One of the special things the team enjoys in our office is the open discussion and the learning that comes from team members of varying backgrounds, experiences and professional roles sharing their thoughts on a broad range of subjects. Over the past few months there have been quite a few new engagements focused in on leveraging purpose to drive profit or leveraging purpose to deliver results on a wide range of business objectives. So, this week we are changing it up and introducing a new segment in which we ask our team members about topics that have been the foundation for internal discussions and share their thoughts with our broader community. This week we sit down with our Group President and CEO, James Chalmers to ask him a few pointed questions on the subject of leveraging purpose to drive profit for consumer brands.


You talk a lot on this subject and for TACK10 this very topic represents a significant portion of work for the company. Why is it so important in your mind?

We are all tasked with doing more with fewer resources in our organizations. To be successful, it is paramount that organizations differentiate and truly understand the value proposition they provide to their customers. The four Ps of the marketing mix are changing. Customers are holding organizations accountable to purpose and the partnerships they cultivate… or don’t. The traditional 4 Ps will drive short term success but largely miss the mark when it comes to creating long term customer loyalty. Miss out on purpose and partnerships and you are missing out on creating a value proposition that connects with today’s consumers which will stand the test of time.


Some might challenge that notion, believing that a company’s attachment to purpose is not a requirement and that the company’s value proposition relies on other Ps in the marketing mix such as product, price or promotion. How would you respond to that position?

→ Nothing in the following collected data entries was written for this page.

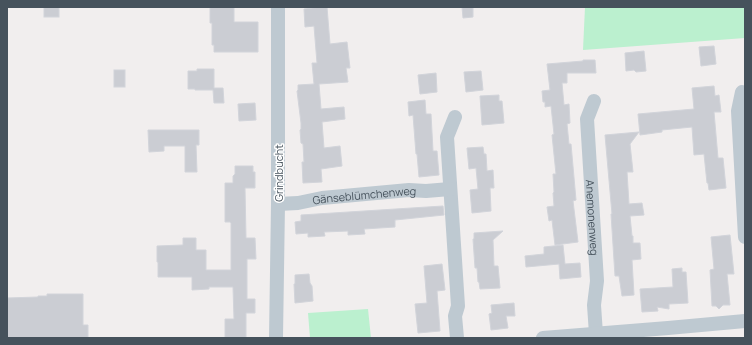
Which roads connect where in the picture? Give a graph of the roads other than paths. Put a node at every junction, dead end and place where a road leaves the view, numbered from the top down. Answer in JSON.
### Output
{"nodes":[{"id":1,"x":278,"y":7,"type":"edge"},
{"id":2,"x":742,"y":92,"type":"dead end"},
{"id":3,"x":594,"y":101,"type":"dead end"},
{"id":4,"x":455,"y":117,"type":"dead end"},
{"id":5,"x":450,"y":189,"type":"junction"},
{"id":6,"x":278,"y":204,"type":"junction"},
{"id":7,"x":745,"y":237,"type":"edge"},
{"id":8,"x":745,"y":321,"type":"edge"},
{"id":9,"x":596,"y":334,"type":"junction"},
{"id":10,"x":660,"y":334,"type":"edge"},
{"id":11,"x":276,"y":338,"type":"edge"},
{"id":12,"x":457,"y":338,"type":"edge"},
{"id":13,"x":543,"y":338,"type":"edge"}],
"edges":[{"from":1,"to":6,"type":"street","name":"Grindbucht"},
{"from":2,"to":7,"type":"street"},
{"from":3,"to":9,"type":"street","name":"Anemonenweg"},
{"from":4,"to":5,"type":"street"},
{"from":5,"to":6,"type":"street","name":"Gänseblümchenweg"},
{"from":5,"to":12,"type":"street"},
{"from":6,"to":11,"type":"street","name":"Grindbucht"},
{"from":8,"to":10,"type":"street"},
{"from":9,"to":10,"type":"street"},
{"from":9,"to":13,"type":"street"}]}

I have to disagree. Based on all of the data I’ve reviewed and the research our firm has completed, you simply cannot exclude purpose in your marketing mix. Purpose driven firms are out-performing non-purpose driven firms on the S&P 500 by almost 400% according to a recent EY report. There is no longer any room for argument. Consumers want to buy from brands that are socially responsible and stand for more than just profit. I would also go so far as to say that some Ps within the marketing mix are becoming irrelevant, such as price. It is not that price does not matter, you cannot compete on price as a long-term business plan for success. It simply does not work. Some competitor will almost always be willing to sell for less and as a result, competing on price becomes a race to the bottom.

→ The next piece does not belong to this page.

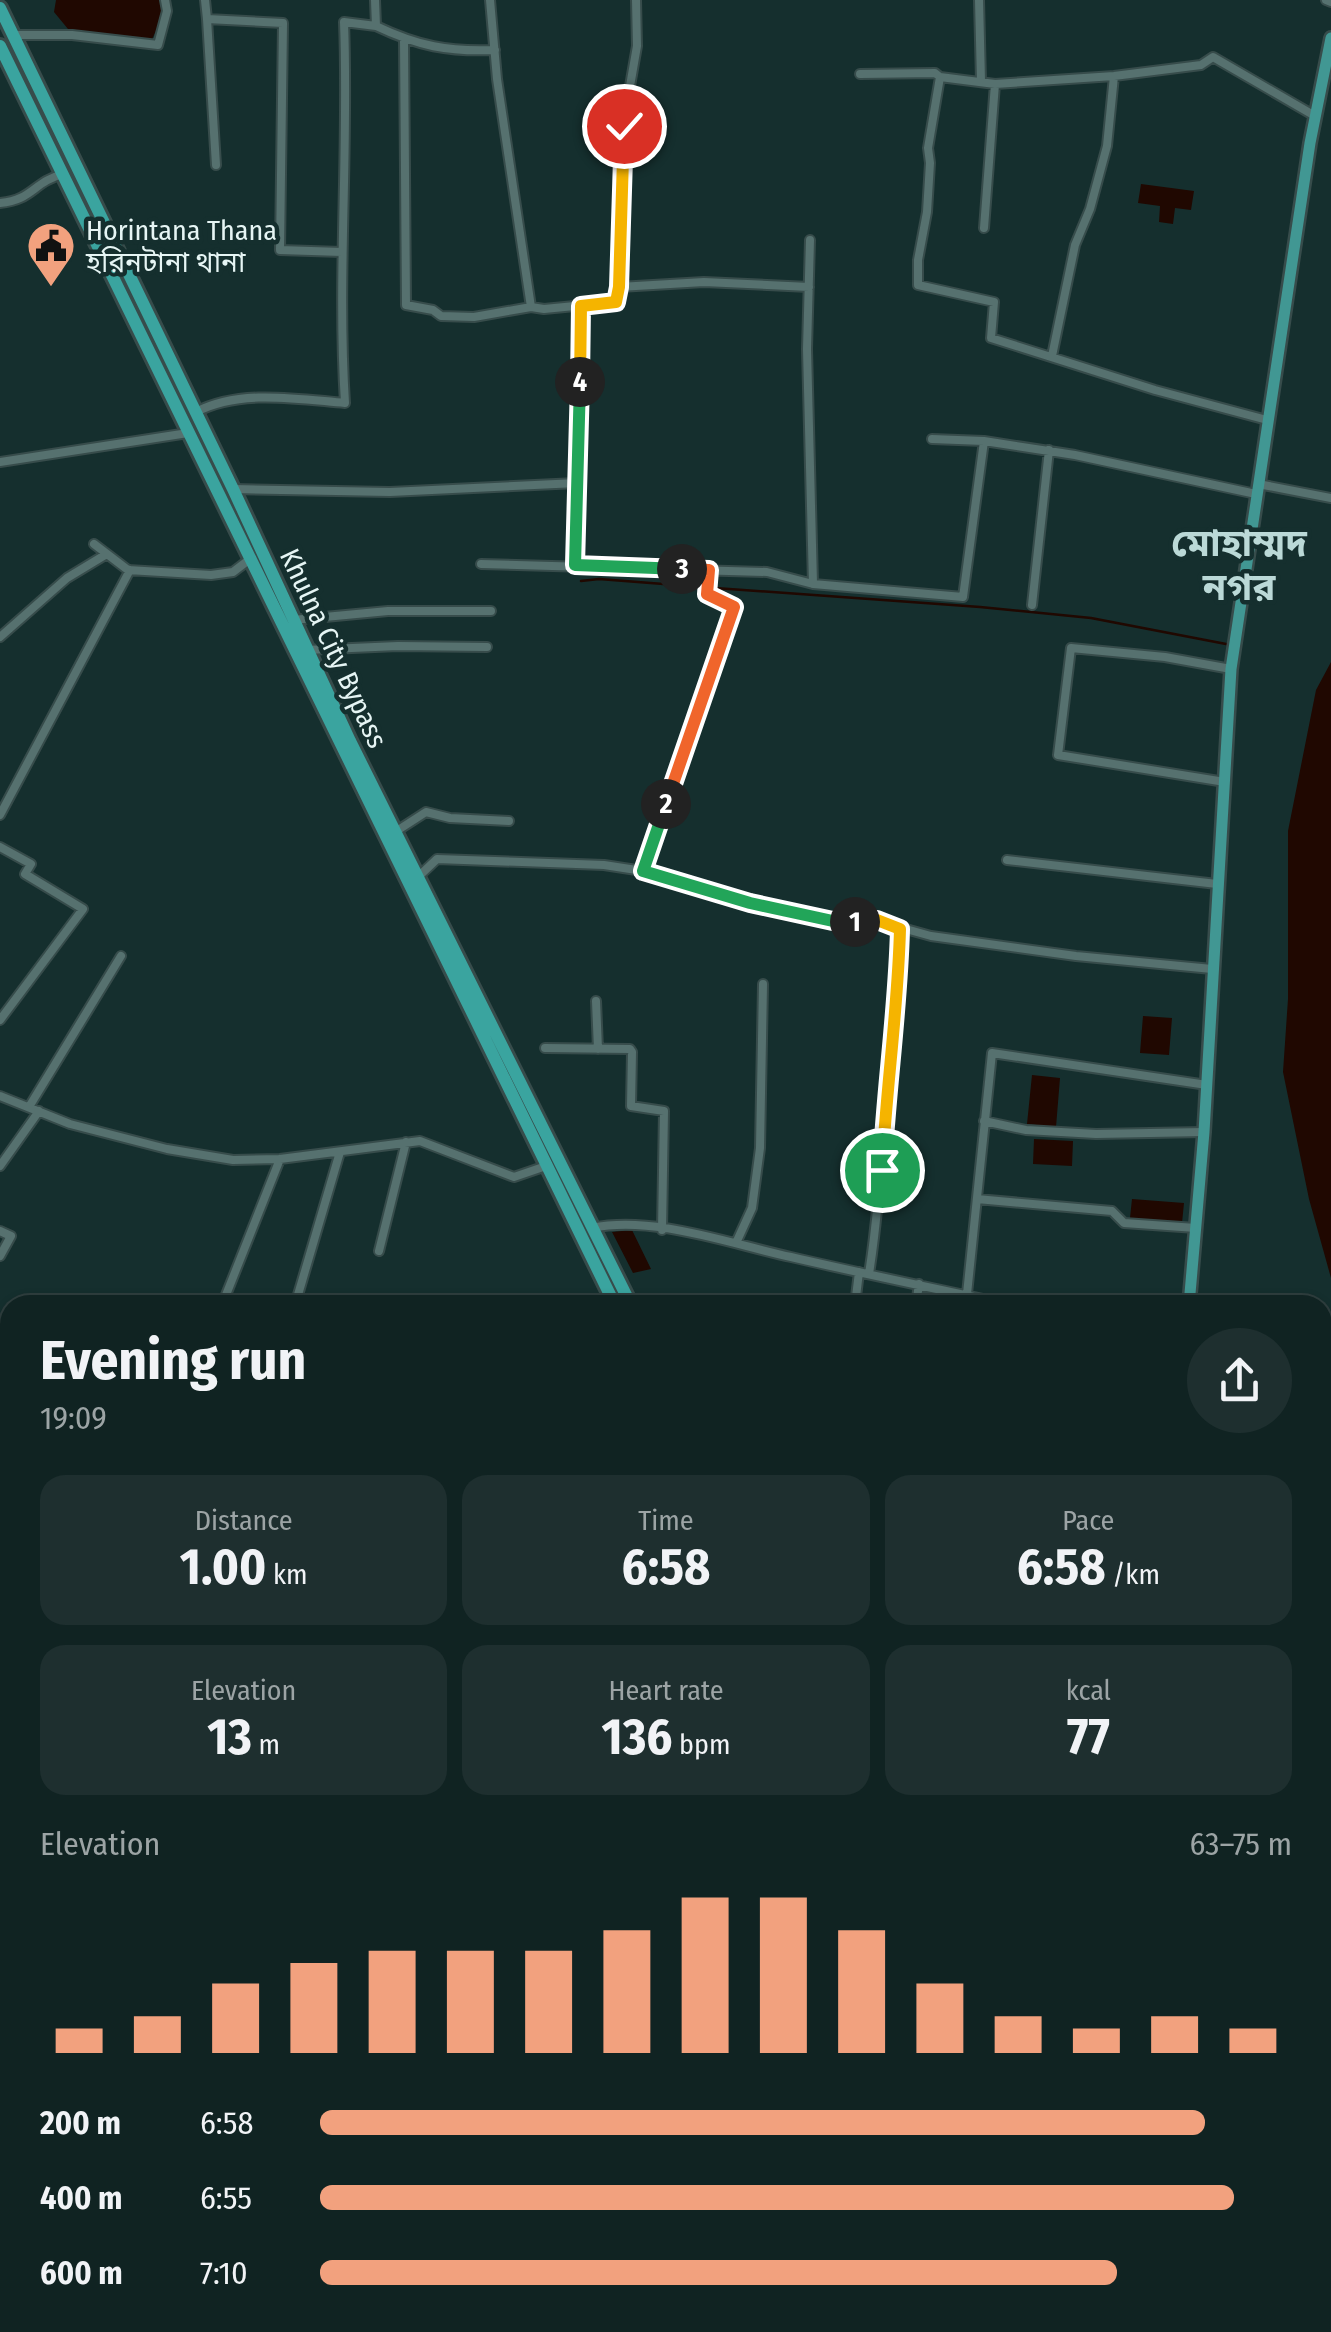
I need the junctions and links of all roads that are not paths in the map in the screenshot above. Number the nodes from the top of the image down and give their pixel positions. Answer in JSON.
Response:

Wait a second… There are a lot of companies who compete on price and continue to have great success. We were just talking about the growth in the direct to consumer market as an example, and they often compete on price.

My question back would simply be this; do they compete on price or do they compete on value and convenience? Most direct to consumer brands may have promoted very aggressive initial offers to drive new customer acquisition but their longer-term strategy tends to focus on new product introductions which brings the focus back to value and convenience.


Fair point. Well then, what about relying on product or promotion?

The marketing mix works as a holistic system. A product without promotion is not going to have any meaningful success. Promotion, however, is your opportunity to engage. Traditionally, promotion was used to tell a brand’s story. Today’s consumers want to be part of the narrative and part of that includes influencing it. Consumers want to feel they are having daily impact. They want to be baked into your value proposition. How you do this meaningfully and authentically is through investment in purpose.

Purpose is not a magical key. It does not unlock surreal performance. All of the data and research shows that consumers want brands to take a stand on social issues and stand for more than just profit. Consumers and consumer data show that they are willing to switch brands and even willing to pay more to support brands whose values are authentically aligned to their own. As a result, successful brands are incorporating purpose into their DNA and making decisions based on the purpose values that make sense for the brand or organization. The most successful brands are now also leveraging the purpose they have incorporated into their DNA to tell their story. That story is their value proposition. It goes beyond a product or service.